## Your task
When copying the records below, keep every word as it is and drop the images.

::::::::

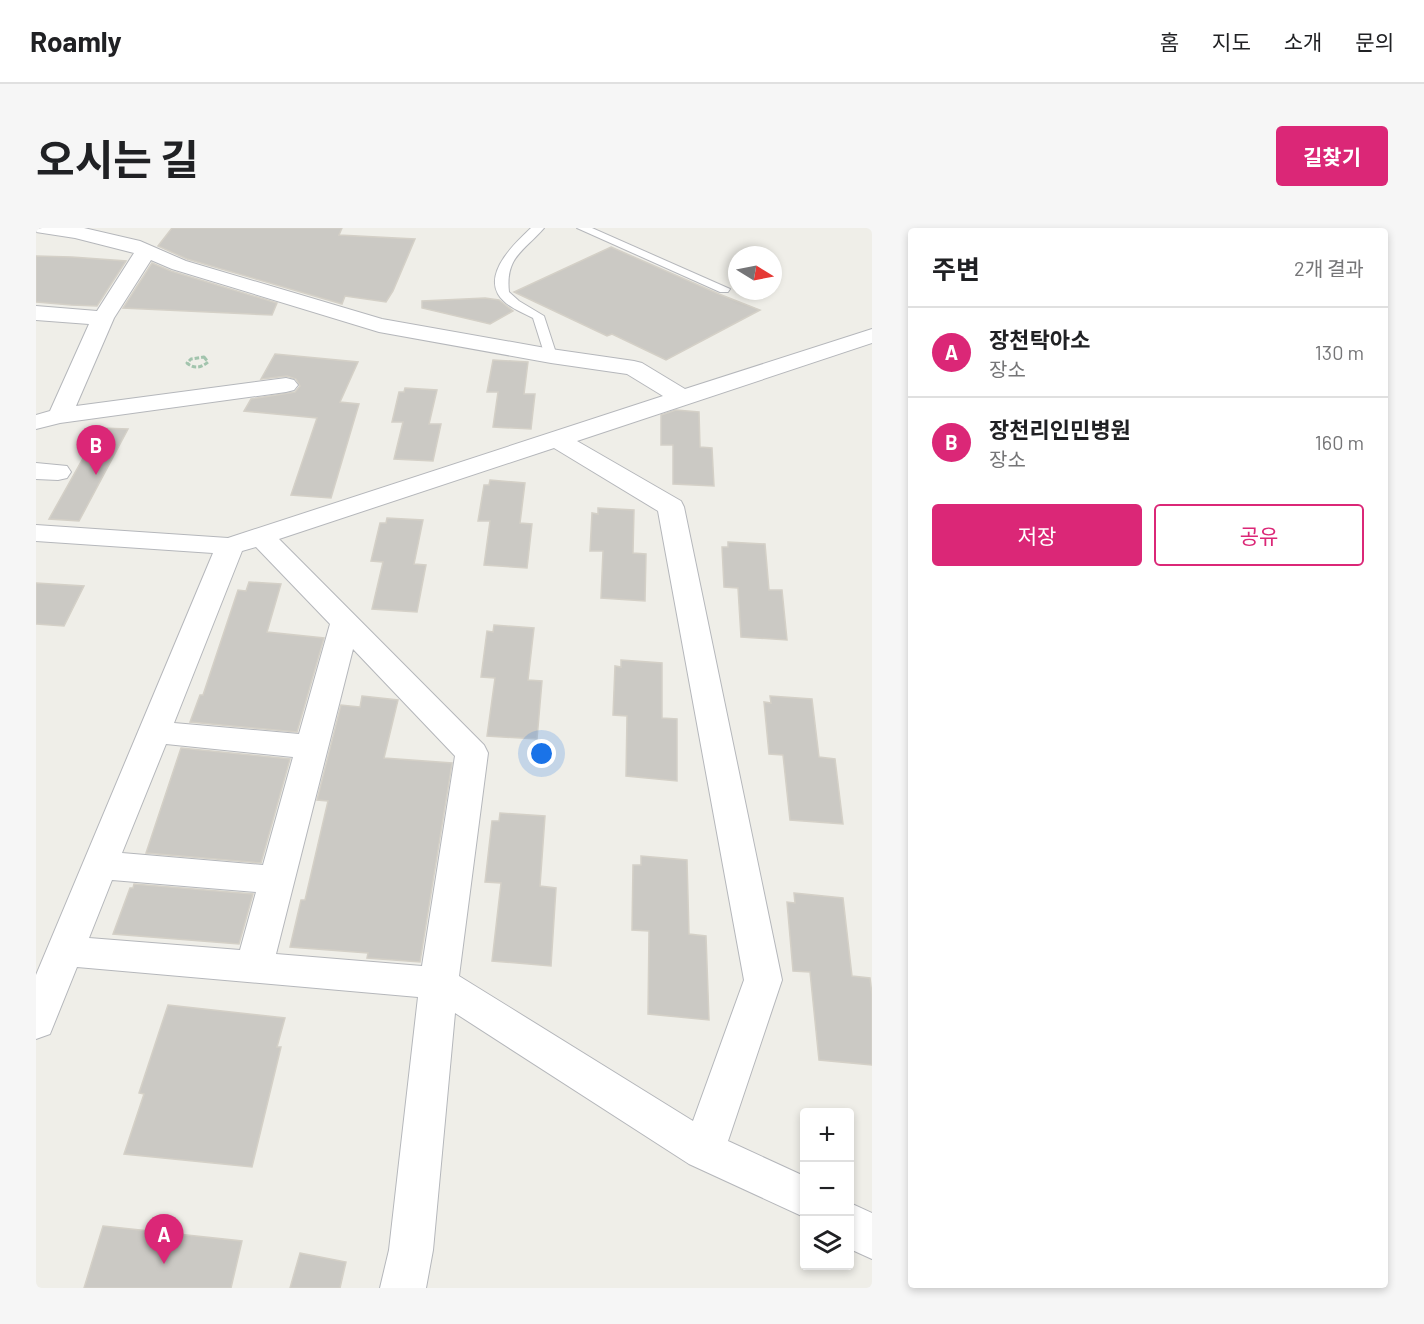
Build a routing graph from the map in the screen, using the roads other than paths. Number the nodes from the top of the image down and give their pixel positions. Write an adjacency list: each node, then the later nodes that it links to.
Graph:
1 (44, 228): 4 (street)
2 (538, 228): 9 (lane)
3 (583, 228): 5 (lane)
4 (146, 251): 7 (street); 9 (street)
5 (724, 289)
6 (36, 313): 7 (street)
7 (103, 318): 12 (street)
8 (872, 336): 11 (street)
9 (551, 356): 11 (street)
10 (286, 385): 12 (street)
11 (682, 398): 14 (street)
12 (60, 416): 13 (street)
13 (36, 422)
14 (556, 439): 16 (street); 26 (street)
15 (36, 533): 16 (street)
16 (246, 541): 17 (street); 18 (street)
17 (345, 622): 19 (street); 24 (street)
18 (154, 732): 19 (street); 20 (street)
19 (312, 747): 21 (street)
20 (100, 865): 21 (street); 22 (street)
21 (278, 880): 23 (street)
22 (65, 951): 23 (street); 25 (street)
23 (254, 967): 24 (street)
24 (439, 983): 26 (street); 30 (street)
25 (36, 1022)
26 (704, 1150): 27 (street)
27 (800, 1195)
28 (854, 1227): 29 (street)
29 (872, 1238)
30 (403, 1288)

::::::::

## Reply to the exercise
Build a routing graph from the map in the screen, using the roads other than paths. Number the nodes from the top of the image down and give their pixel positions. Write an adjacency list: each node, then the later nodes that it links to.
Graph:
1 (44, 228): 4 (street)
2 (538, 228): 9 (lane)
3 (583, 228): 5 (lane)
4 (146, 251): 7 (street); 9 (street)
5 (724, 289)
6 (36, 313): 7 (street)
7 (103, 318): 12 (street)
8 (872, 336): 11 (street)
9 (551, 356): 11 (street)
10 (286, 385): 12 (street)
11 (682, 398): 14 (street)
12 (60, 416): 13 (street)
13 (36, 422)
14 (556, 439): 16 (street); 26 (street)
15 (36, 533): 16 (street)
16 (246, 541): 17 (street); 18 (street)
17 (345, 622): 19 (street); 24 (street)
18 (154, 732): 19 (street); 20 (street)
19 (312, 747): 21 (street)
20 (100, 865): 21 (street); 22 (street)
21 (278, 880): 23 (street)
22 (65, 951): 23 (street); 25 (street)
23 (254, 967): 24 (street)
24 (439, 983): 26 (street); 30 (street)
25 (36, 1022)
26 (704, 1150): 27 (street)
27 (800, 1195)
28 (854, 1227): 29 (street)
29 (872, 1238)
30 (403, 1288)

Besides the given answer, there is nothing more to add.